- Exercise: Copy out all the lines of the data that hold the word "paths".
*** Given records ***
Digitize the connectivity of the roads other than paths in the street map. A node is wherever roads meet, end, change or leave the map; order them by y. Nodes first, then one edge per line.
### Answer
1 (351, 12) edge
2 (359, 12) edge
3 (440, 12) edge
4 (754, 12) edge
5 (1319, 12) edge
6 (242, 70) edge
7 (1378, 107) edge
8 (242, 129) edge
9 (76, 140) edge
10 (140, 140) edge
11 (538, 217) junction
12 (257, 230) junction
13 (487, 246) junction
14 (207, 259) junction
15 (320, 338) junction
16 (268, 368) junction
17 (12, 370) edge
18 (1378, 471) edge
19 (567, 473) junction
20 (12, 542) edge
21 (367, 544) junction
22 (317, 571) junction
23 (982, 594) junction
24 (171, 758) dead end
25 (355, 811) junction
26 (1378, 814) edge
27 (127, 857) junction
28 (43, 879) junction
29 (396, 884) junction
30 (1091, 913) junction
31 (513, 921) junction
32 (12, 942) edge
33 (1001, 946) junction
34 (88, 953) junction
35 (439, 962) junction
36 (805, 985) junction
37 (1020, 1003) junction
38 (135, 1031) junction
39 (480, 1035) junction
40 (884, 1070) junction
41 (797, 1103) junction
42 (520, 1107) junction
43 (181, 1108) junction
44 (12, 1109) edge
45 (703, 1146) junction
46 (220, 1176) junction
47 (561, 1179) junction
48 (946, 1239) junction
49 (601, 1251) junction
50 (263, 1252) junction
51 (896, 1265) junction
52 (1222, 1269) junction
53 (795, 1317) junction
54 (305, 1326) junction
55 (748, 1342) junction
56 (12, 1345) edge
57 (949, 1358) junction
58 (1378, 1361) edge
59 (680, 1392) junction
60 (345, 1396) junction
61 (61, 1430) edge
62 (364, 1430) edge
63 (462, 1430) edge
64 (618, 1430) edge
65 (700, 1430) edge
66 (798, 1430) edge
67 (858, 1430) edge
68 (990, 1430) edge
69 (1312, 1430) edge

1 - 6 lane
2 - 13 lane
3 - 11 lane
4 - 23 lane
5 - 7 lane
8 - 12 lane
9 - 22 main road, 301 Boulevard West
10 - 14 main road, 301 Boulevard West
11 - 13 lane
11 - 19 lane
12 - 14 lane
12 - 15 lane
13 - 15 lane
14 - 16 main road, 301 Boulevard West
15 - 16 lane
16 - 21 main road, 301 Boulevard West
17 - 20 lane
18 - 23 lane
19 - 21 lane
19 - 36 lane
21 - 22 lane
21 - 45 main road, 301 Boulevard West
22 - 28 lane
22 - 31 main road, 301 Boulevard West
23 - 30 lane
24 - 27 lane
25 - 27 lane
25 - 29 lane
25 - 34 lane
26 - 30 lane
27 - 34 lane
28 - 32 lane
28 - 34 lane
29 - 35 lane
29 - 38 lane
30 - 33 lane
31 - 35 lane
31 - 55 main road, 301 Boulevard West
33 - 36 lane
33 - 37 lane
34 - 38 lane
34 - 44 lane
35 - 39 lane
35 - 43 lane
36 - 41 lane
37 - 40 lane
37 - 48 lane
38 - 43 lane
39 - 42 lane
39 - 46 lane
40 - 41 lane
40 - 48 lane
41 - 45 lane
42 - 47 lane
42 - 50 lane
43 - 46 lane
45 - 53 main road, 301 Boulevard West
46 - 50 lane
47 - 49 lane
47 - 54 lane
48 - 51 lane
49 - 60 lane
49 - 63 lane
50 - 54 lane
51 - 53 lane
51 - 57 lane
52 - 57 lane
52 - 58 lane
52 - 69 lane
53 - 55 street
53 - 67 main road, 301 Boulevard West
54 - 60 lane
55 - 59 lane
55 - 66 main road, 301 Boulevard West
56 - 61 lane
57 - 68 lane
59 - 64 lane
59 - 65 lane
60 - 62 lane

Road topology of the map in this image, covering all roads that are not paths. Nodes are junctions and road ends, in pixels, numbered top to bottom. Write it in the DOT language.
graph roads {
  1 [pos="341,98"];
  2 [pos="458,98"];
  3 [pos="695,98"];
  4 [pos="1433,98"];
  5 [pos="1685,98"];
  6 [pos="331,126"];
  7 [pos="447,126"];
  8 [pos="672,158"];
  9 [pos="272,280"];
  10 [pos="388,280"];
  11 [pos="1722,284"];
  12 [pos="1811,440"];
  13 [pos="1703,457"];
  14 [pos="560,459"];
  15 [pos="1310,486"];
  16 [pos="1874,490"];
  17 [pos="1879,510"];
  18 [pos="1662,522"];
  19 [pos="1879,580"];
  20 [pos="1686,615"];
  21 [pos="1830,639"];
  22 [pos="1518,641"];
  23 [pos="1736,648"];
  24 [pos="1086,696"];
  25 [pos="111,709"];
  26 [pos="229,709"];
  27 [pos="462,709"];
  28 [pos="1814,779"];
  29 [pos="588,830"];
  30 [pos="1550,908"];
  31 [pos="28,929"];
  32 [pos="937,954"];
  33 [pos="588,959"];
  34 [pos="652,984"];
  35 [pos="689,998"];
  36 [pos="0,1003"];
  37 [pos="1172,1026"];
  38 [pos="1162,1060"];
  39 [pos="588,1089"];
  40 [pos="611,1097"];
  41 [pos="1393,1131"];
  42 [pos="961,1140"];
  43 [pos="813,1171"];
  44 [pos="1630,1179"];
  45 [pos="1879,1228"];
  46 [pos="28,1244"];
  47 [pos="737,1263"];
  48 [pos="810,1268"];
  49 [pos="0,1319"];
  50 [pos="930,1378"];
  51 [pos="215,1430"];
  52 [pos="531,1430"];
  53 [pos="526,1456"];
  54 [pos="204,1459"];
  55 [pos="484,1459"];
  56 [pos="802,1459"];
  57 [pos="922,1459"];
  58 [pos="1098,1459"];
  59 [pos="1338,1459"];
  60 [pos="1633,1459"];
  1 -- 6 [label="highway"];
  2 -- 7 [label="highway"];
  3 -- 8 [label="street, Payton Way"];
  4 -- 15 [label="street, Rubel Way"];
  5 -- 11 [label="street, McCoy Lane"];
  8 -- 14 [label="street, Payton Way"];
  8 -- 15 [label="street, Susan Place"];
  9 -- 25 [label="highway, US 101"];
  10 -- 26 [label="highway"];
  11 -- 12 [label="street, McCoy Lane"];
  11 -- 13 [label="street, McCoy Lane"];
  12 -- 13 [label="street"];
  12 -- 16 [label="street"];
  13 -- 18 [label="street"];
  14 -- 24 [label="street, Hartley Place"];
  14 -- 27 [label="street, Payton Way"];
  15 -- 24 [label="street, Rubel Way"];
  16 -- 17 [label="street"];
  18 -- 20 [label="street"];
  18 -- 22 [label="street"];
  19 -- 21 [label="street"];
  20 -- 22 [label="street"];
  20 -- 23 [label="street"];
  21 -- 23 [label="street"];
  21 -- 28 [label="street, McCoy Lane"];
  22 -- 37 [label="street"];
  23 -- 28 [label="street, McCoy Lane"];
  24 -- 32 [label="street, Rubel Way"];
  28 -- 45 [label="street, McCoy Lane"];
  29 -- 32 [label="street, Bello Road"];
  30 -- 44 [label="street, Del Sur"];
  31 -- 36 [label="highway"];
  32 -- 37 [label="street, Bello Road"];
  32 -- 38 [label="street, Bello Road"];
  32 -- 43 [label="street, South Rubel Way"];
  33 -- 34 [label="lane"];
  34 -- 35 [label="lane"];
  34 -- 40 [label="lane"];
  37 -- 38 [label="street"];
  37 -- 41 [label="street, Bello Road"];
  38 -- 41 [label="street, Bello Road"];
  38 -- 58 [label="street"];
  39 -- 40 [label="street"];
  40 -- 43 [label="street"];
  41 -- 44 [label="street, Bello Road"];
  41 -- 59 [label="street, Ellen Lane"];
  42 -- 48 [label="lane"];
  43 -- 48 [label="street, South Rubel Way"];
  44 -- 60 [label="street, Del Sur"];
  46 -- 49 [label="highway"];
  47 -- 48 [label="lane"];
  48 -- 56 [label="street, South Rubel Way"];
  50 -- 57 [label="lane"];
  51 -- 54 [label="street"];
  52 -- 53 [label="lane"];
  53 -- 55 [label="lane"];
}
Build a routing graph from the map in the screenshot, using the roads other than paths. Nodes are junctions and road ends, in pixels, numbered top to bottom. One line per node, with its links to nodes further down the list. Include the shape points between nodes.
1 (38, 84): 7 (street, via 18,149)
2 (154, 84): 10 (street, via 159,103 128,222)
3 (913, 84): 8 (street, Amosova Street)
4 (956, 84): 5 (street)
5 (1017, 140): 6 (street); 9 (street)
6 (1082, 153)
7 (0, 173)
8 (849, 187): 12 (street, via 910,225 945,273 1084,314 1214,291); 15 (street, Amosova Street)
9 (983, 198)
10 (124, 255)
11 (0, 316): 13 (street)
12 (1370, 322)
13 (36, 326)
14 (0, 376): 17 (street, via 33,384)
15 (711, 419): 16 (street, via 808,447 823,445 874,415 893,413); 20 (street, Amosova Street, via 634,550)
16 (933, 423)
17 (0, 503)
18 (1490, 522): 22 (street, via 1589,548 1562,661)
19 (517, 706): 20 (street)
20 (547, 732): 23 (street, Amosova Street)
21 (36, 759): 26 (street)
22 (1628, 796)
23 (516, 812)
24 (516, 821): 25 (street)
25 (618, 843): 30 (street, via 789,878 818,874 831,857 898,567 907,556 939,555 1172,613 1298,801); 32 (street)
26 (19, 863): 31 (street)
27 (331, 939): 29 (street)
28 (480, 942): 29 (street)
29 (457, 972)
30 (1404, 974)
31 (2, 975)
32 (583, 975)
*** End of Given records ***
- Result of this exercise:
Digitize the connectivity of the roads other than paths in the street map. A node is wherever roads meet, end, change or leave the map; order them by y. Nodes first, then one edge per line.
Road topology of the map in this image, covering all roads that are not paths. Nodes are junctions and road ends, in pixels, numbered top to bottom. Write it in the DOT language.
Build a routing graph from the map in the screenshot, using the roads other than paths. Nodes are junctions and road ends, in pixels, numbered top to bottom. One line per node, with its links to nodes further down the list. Include the shape points between nodes.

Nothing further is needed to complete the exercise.